---------- GIVEN RECORDS

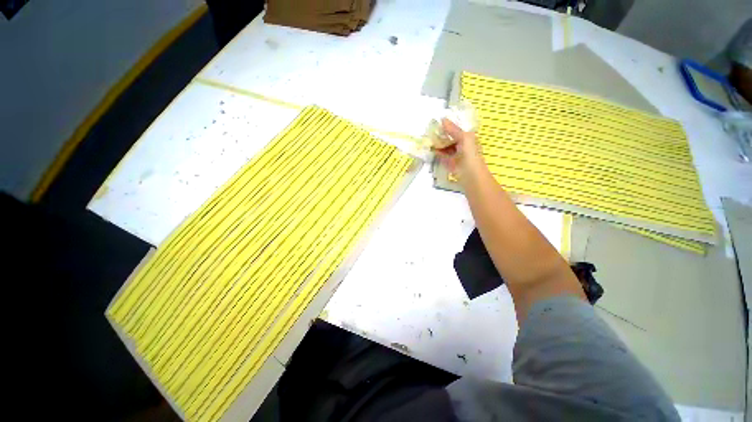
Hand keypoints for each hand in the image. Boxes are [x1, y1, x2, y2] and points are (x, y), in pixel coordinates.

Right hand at [433, 118, 483, 181]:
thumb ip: (453, 129)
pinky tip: (431, 149)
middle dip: (442, 135)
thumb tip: (442, 119)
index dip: (449, 125)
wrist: (471, 176)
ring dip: (439, 143)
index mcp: (469, 138)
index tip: (438, 121)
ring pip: (446, 147)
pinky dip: (438, 152)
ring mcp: (456, 156)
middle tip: (430, 130)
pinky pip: (443, 156)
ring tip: (428, 138)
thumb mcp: (464, 138)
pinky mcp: (450, 164)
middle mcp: (463, 146)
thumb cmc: (470, 155)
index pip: (458, 129)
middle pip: (451, 138)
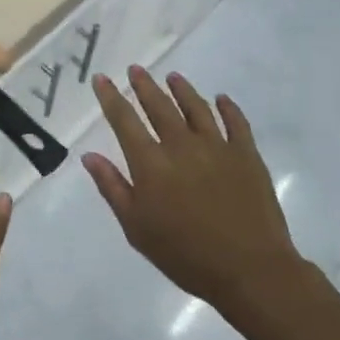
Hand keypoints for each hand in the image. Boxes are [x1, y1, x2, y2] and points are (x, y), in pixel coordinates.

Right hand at [85, 66, 311, 324]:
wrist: (250, 270)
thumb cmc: (185, 255)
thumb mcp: (137, 228)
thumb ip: (112, 188)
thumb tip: (89, 156)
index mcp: (151, 163)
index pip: (124, 121)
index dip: (111, 98)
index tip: (102, 78)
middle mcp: (181, 145)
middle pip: (159, 106)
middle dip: (144, 86)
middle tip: (136, 69)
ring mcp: (217, 147)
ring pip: (196, 108)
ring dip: (182, 90)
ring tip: (173, 77)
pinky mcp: (247, 155)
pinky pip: (236, 122)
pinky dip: (228, 108)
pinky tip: (221, 99)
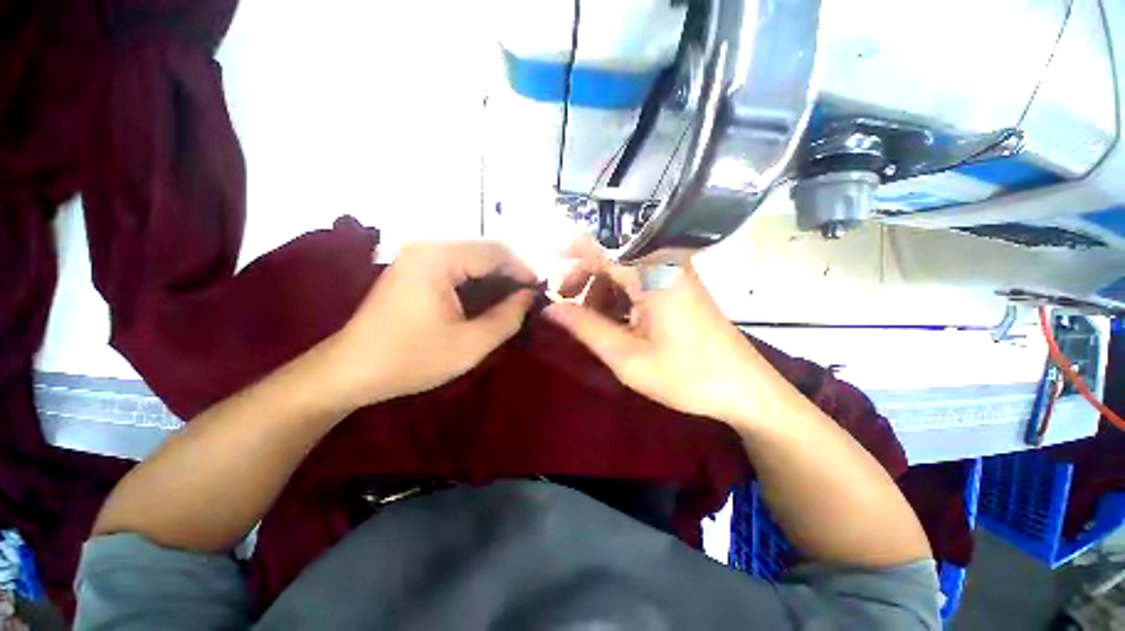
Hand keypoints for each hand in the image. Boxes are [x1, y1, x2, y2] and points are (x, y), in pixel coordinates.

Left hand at [329, 241, 535, 407]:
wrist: (350, 371)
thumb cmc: (411, 359)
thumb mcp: (470, 344)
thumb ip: (508, 317)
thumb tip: (530, 297)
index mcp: (439, 258)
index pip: (496, 251)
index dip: (523, 270)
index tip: (540, 292)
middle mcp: (428, 247)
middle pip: (484, 251)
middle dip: (510, 274)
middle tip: (527, 300)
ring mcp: (417, 256)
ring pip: (472, 259)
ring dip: (495, 278)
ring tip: (511, 303)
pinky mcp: (414, 269)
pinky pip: (457, 267)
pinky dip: (477, 282)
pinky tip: (485, 301)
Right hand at [544, 240, 765, 424]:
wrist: (746, 389)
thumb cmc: (686, 375)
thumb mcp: (627, 357)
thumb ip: (585, 328)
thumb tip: (550, 308)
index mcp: (651, 273)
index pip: (599, 249)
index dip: (568, 253)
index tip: (545, 267)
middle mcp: (664, 263)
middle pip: (610, 258)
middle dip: (583, 279)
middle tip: (565, 305)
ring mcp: (675, 273)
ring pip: (624, 271)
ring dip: (601, 291)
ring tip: (591, 322)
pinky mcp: (680, 286)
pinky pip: (640, 281)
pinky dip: (621, 297)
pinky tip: (616, 321)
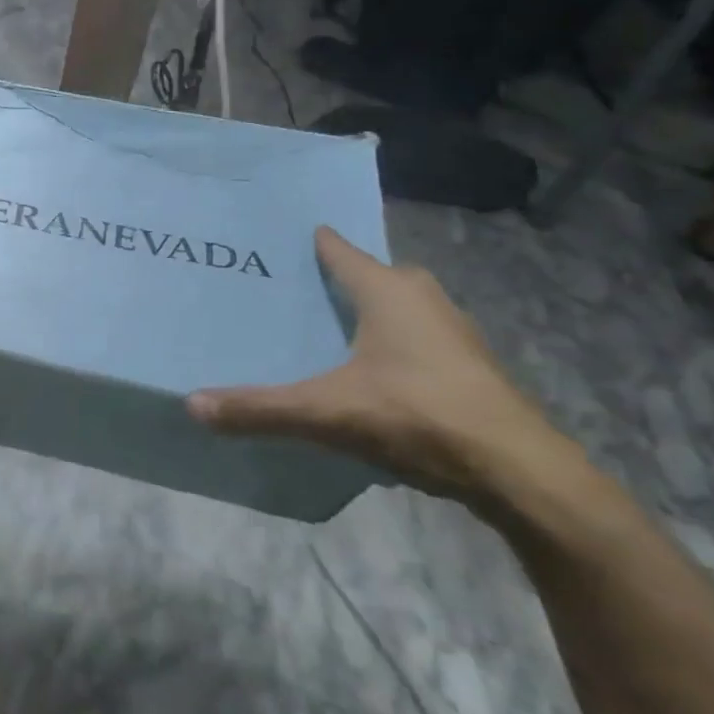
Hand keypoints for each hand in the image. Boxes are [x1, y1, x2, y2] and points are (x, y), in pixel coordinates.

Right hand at [186, 227, 572, 503]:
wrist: (521, 473)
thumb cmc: (418, 416)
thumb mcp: (327, 413)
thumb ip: (260, 408)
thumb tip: (192, 404)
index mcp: (387, 290)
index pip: (337, 249)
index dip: (307, 242)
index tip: (272, 241)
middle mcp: (421, 296)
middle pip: (368, 274)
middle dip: (332, 278)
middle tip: (286, 289)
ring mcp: (452, 330)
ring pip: (396, 305)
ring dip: (363, 311)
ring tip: (319, 326)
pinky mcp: (468, 364)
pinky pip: (413, 335)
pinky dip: (386, 339)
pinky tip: (365, 368)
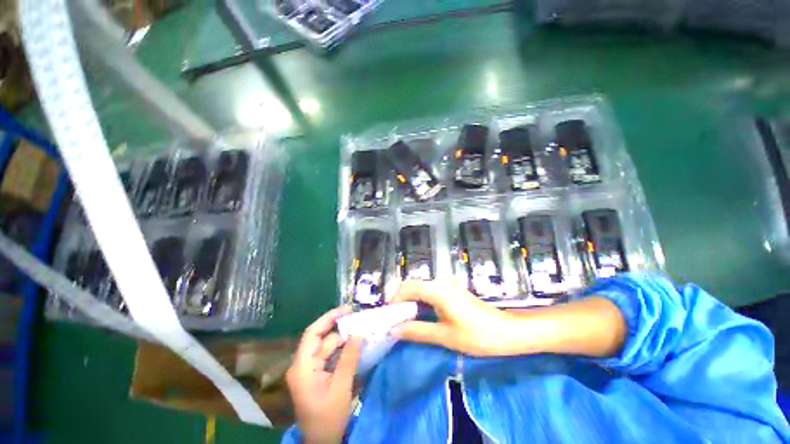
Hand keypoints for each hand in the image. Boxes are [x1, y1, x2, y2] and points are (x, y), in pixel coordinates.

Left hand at [286, 306, 362, 443]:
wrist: (322, 443)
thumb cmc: (328, 417)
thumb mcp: (341, 386)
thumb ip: (350, 357)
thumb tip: (359, 332)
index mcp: (302, 367)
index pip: (312, 333)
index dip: (329, 318)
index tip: (347, 309)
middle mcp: (302, 364)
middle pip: (321, 339)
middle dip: (340, 328)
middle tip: (359, 320)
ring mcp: (309, 370)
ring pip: (327, 347)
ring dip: (343, 339)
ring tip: (361, 330)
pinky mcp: (316, 375)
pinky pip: (329, 356)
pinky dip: (342, 350)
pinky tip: (354, 345)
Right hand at [390, 279, 518, 355]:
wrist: (507, 331)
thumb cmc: (476, 335)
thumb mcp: (444, 336)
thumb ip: (417, 331)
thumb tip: (394, 330)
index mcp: (437, 289)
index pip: (407, 287)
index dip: (394, 300)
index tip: (388, 317)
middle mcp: (440, 282)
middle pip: (413, 286)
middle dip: (401, 301)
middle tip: (394, 321)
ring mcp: (447, 285)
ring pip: (421, 289)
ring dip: (411, 302)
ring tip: (405, 321)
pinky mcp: (452, 290)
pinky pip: (430, 292)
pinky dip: (421, 302)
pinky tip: (421, 316)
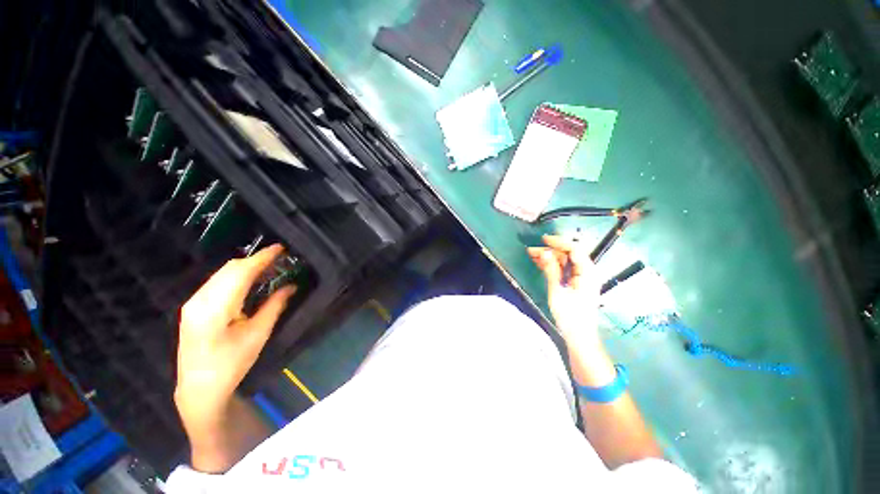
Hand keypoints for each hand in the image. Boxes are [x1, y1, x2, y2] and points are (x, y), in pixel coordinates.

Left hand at [175, 244, 295, 426]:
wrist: (199, 388)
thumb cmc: (231, 364)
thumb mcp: (258, 335)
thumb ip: (274, 306)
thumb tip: (291, 286)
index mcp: (215, 308)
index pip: (240, 272)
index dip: (262, 258)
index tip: (281, 248)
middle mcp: (199, 300)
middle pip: (229, 268)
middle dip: (255, 260)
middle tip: (279, 259)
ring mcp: (193, 302)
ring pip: (222, 273)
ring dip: (246, 267)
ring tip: (268, 267)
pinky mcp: (193, 306)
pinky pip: (217, 281)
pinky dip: (236, 275)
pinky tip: (249, 280)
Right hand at [527, 235, 599, 341]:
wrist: (579, 336)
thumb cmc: (570, 315)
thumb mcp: (557, 291)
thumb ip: (551, 270)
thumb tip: (543, 252)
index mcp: (587, 272)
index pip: (574, 249)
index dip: (558, 242)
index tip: (543, 240)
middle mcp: (586, 272)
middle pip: (568, 255)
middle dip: (549, 251)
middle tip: (530, 251)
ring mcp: (580, 278)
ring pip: (564, 261)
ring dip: (548, 257)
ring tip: (531, 255)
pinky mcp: (574, 283)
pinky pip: (563, 269)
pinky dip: (551, 265)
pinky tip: (539, 263)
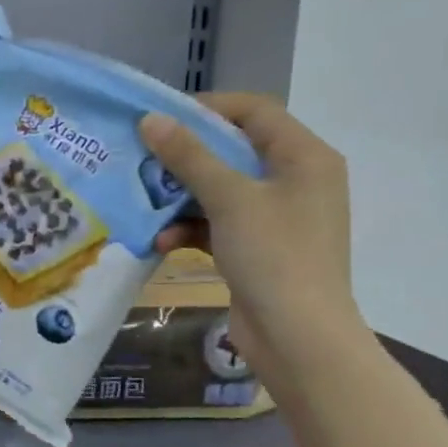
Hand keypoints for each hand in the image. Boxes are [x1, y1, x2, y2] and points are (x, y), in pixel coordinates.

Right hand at [142, 94, 363, 382]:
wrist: (298, 338)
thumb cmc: (274, 256)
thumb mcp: (230, 199)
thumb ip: (190, 157)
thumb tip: (151, 120)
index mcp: (304, 158)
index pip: (255, 111)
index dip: (207, 109)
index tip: (161, 118)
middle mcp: (295, 181)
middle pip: (233, 152)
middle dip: (185, 158)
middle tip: (143, 158)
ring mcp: (277, 218)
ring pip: (220, 191)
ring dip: (181, 198)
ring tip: (145, 203)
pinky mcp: (258, 249)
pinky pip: (218, 225)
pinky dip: (191, 229)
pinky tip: (163, 241)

--------------------

_DESCRIPTION OF THE TASK_:
Lines from the entries that contain the string "wrist" must be found and copied.

_RESULT_:
wrist: (471, 176)
wrist: (250, 270)
wrist: (350, 371)
wrist: (746, 389)
wrist: (521, 473)
wrist: (322, 443)
wrist: (507, 331)
wrist: (199, 388)
wrist: (579, 336)
wrist: (298, 338)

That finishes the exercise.